Os investidores são aconselhados a monitorar de perto o crescimento da produtividade nas empresas de IA, uma vez que algumas avaliações parecem excessivas. Jakub Nytra, da Purple Ventures, prevê que nos próximos seis a doze meses, o capital se tornará mais seletivo, focando em empresas que criam valor real em vez daquelas que apenas apresentam a IA como um recurso.
O atual boom da IA está influenciando investimentos em empresas de semicondutores além da Nvidia, com expectativas de que as expansões de centros de dados de IA beneficiarão uma gama mais ampla de fabricantes de chips. No entanto, preocupações sobre uma bolha persistem, especialmente à medida que as empresas aumentam os gastos de capital sem uma sustentabilidade clara nas cifras de crescimento.
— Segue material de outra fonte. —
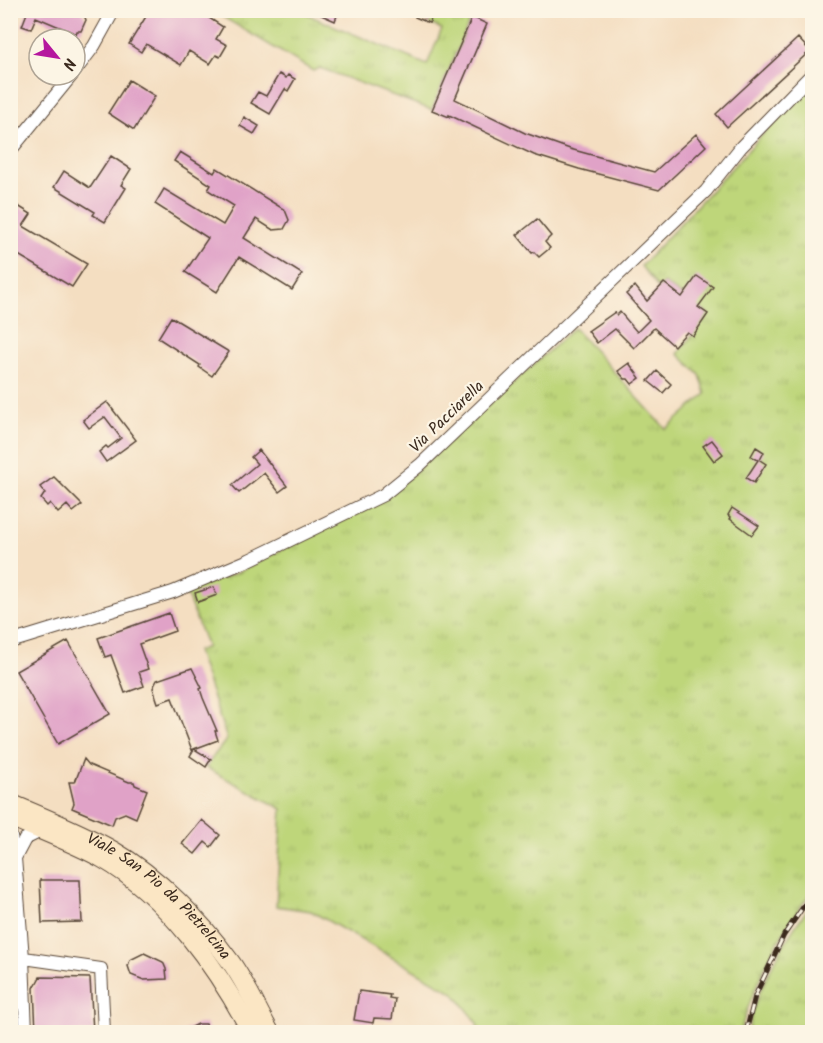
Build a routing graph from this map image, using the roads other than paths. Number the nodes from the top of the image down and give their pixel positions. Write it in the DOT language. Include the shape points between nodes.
graph roads {
  1 [pos="114,10"];
  2 [pos="87,55"];
  3 [pos="813,74"];
  4 [pos="62,87"];
  5 [pos="10,151"];
  6 [pos="10,642"];
  7 [pos="10,802"];
  8 [pos="10,817"];
  9 [pos="41,831"];
  10 [pos="10,832"];
  11 [pos="15,858"];
  12 [pos="17,957"];
  13 [pos="26,1032"];
  14 [pos="104,1032"];
  15 [pos="251,1032"];
  16 [pos="270,1032"];
  1 -- 2 [label="street"];
  3 -- 6 [label="street, Via Pacciarella" via="741,147 706,191 420,465 383,495 174,592"];
  4 -- 5 [label="street"];
  7 -- 16 [label="main road, Viale San Pio da Pietrelcina" via="113,850 168,893 231,962"];
  8 -- 9 [label="main road, Viale San Pio da Pietrelcina"];
  9 -- 11 [label="street" via="25,839"];
  9 -- 15 [label="main road, Viale San Pio da Pietrelcina" via="102,859 152,898 205,957"];
  10 -- 11 [label="street"];
  11 -- 12 [label="street"];
  12 -- 13 [label="street"];
  12 -- 14 [label="street" via="101,969"];
}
David Ng, da Arki Finance, destaca a importância de saber se as aplicações de IA podem gerar produtividade e fluxo de caixa suficientes para justificar os investimentos. Nytra aponta que nem todas as empresas que afirmam usar IA merecem altas avaliações, sugerindo que as mais bem-sucedidas serão aquelas que resolvem problemas complexos.
Ele cita a TASS Vision, que utiliza IA de borda para ajudar os varejistas a otimizar os dados de movimentação de clientes. Shane Chesson, da Openspace Capital, acrescenta que mesmo que uma bolha estoure, a infraestrutura fundamental desenvolvida continuará a fornecer valor para muitas empresas.